All this is, of course, speculation on my part. But I do recall one appointment in my civil service career where my Department was on the verge of appointing a totally “outside the box” candidate to a senior role – but we were saved from doing so by  a wise soul in No 10 telling us to think again.  Six months later we were all grateful to No 10 for their response. This case is not remotely like that one and Kennedy might well have been successful in the role. But a No 10  veto can always be exercised wisely as well as wilfully.

Francis Maude’s Ambitious Civil Service Review

In the mid-term ministers’ fancy lightly turns to thoughts of civil service reform. The current government is no different. In recent months, various figures in the Coalition have expressed growing frustration about the performance of the civil service. And so it comes as no surprise that Francis Maude, Minister for the Cabinet Office, announced at the beginning of August that he would commission a review of government structures in other countries and multilateral organisations.

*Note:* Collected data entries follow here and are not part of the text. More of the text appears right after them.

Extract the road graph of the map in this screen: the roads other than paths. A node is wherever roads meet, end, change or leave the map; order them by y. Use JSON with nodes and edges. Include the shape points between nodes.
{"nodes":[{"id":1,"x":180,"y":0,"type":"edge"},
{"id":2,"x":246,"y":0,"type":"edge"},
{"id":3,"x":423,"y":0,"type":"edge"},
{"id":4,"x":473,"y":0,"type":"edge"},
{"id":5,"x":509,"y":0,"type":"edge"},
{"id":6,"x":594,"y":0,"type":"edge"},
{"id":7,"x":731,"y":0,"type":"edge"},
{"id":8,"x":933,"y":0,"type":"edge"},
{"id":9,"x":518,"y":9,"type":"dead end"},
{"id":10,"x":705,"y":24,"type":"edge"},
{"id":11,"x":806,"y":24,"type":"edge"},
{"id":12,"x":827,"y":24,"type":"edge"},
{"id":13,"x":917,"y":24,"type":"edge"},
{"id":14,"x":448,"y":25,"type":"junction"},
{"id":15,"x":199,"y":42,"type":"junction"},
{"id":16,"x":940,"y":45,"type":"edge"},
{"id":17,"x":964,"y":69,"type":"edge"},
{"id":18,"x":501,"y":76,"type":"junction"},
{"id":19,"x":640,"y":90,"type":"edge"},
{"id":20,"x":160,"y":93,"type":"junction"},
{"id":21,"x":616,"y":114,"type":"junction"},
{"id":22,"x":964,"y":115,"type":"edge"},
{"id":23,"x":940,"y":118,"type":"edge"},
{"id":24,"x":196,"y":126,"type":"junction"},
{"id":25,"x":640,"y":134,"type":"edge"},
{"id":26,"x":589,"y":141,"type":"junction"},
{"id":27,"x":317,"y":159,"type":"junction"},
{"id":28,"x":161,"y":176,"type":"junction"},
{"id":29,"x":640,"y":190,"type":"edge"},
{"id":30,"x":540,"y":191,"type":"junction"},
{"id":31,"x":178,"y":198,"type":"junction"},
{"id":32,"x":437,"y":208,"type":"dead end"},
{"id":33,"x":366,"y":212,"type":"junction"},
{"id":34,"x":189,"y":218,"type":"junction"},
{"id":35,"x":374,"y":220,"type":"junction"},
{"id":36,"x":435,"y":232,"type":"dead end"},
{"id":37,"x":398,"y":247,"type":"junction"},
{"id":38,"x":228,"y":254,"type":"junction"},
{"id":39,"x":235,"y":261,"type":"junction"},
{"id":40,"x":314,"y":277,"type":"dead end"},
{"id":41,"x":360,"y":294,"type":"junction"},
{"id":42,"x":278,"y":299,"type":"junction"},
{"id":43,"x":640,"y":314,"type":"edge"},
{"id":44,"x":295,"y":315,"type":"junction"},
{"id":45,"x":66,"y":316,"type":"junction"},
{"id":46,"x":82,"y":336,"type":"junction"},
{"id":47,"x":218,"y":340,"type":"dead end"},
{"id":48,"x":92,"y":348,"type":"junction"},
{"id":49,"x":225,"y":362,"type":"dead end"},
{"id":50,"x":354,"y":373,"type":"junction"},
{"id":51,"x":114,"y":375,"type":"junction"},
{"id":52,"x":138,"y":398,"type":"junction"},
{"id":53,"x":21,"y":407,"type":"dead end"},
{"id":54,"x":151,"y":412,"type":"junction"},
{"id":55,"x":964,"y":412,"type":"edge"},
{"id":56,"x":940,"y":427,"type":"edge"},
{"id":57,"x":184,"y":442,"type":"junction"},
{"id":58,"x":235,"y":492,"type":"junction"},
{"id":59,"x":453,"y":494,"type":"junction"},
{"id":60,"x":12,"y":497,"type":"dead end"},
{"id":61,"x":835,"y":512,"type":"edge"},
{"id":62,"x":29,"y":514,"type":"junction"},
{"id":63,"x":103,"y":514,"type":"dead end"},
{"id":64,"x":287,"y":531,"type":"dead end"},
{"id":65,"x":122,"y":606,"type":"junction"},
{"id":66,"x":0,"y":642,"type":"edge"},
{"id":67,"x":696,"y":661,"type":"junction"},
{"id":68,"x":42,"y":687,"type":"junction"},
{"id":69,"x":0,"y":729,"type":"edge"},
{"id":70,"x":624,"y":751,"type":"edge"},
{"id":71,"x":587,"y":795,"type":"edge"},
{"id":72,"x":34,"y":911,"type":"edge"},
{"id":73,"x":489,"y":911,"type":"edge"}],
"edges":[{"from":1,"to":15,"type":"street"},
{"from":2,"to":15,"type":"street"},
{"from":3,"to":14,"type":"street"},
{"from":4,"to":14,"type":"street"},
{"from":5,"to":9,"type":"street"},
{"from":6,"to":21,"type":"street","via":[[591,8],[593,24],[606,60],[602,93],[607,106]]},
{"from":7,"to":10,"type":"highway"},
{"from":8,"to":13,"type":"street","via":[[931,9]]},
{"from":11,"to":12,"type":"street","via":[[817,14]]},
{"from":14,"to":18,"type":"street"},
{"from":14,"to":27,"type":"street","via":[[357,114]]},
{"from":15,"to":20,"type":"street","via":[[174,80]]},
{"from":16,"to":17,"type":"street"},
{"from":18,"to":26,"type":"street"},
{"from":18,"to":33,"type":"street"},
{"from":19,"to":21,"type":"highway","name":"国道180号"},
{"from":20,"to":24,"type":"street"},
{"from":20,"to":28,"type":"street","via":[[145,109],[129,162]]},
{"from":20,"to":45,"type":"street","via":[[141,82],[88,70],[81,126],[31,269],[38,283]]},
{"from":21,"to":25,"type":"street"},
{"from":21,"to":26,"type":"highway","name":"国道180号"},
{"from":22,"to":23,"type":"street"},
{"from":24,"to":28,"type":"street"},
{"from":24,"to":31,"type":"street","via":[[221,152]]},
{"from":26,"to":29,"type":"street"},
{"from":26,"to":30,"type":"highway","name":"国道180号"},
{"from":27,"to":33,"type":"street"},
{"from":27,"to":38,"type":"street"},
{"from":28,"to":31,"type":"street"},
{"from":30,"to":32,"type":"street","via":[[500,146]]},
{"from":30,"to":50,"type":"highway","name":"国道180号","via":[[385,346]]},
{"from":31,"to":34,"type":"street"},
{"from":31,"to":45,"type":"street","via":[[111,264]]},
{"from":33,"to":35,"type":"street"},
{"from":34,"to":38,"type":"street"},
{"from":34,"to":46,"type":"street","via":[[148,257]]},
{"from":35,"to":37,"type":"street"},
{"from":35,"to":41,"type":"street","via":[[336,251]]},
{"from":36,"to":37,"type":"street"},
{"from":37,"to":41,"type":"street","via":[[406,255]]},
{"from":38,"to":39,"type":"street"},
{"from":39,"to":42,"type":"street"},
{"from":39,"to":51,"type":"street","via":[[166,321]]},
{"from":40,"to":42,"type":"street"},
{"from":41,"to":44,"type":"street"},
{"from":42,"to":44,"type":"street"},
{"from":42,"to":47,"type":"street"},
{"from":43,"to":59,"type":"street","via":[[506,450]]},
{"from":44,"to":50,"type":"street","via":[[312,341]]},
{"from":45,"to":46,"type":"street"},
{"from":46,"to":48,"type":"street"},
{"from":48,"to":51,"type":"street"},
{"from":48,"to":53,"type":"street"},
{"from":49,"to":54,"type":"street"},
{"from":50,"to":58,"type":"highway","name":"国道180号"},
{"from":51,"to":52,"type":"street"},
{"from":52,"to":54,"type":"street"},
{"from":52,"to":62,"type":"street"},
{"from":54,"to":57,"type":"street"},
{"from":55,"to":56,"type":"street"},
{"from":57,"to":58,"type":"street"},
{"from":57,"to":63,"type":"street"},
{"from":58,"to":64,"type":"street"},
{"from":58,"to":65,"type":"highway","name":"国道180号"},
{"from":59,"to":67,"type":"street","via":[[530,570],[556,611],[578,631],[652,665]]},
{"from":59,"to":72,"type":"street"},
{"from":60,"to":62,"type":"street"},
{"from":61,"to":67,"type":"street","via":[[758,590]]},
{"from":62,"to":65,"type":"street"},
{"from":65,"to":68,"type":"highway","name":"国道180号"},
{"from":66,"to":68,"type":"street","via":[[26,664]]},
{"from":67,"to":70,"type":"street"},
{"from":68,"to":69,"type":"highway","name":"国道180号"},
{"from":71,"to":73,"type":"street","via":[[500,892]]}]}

This review would include examining various governments’ operation and accountability, identifying best practices and making recommendations for how these could be adopted in the UK. It’s a competitive bid, all for the princely sum of £50,000.

You can read the Cabinet Office’s proposal here. It’s certainly ambitious. The Constitution Unit was mentioned as one of the possible contenders for the bid, which was very flattering, but unrealistic, for reasons we set out below. And it has recently emerged that a number of other think tanks have also politely declined to submit a bid.

It’s worth thinking about the practical aspects of the proposed review. The terms of reference are very, very broad. The successful external consultant is expected to look in detail at six different countries’ bureaucratic systems at a minimum; and to look not just at the relationships between ministers and the bureaucracy, and how policy advice is provided, but successes and failures, public and parliamentary accountability mechanisms … the list goes on. Some of these six countries—New Zealand, Australia, Singapore, France, the United States, Sweden—actually have very different systems with very different experiences. The review also insists on examining the European Union (why?).

The vast scope of the proposed review means that the external organisation would need a substantial number of staff already in place, or else a very, very quick recruitment process. That would exclude a good number of organisations (like the Unit, for instance). And the comparative nature of the review also means this large project team would probably need to be already familiar with the countries in question. So not just a large team, but a large expert team. Experts or consultants cost money. That sum of £50000 begins to look less and less realistic.

Moreover, the final report is meant to be ready within two months. That is a very short time indeed. As a point of comparison, the IfG—one of the biggest, most well-staffed think tanks in the UK—is taking one year to examine many of the issues raised by the Cabinet Office proposal.

The final kicker is that the external consultant is expected to meet regularly with the Minister so that he can discuss progress and ‘provide direction’ for the project. This, coupled with the implied requirement of familiarity with comparative public administration across six countries, the short time within which they are expected to deliver, and the low sum of money being offered, raises real issues of neutrality and impartiality. The terms of reference suggest that Maude already knows what he wants, but that he needs an ‘external’ consultant to somehow legitimate it.

A final point. Francis Maude is asking for too much, too quickly. If these are the kinds of goals he thinks are realistic, is it any surprise that he and his colleagues are disappointed by the performance of the civil service?

EDIT 28 September 2012: since this blog post, Maude has announced that the Institute for Public Policy Research has won the £50,000 contract.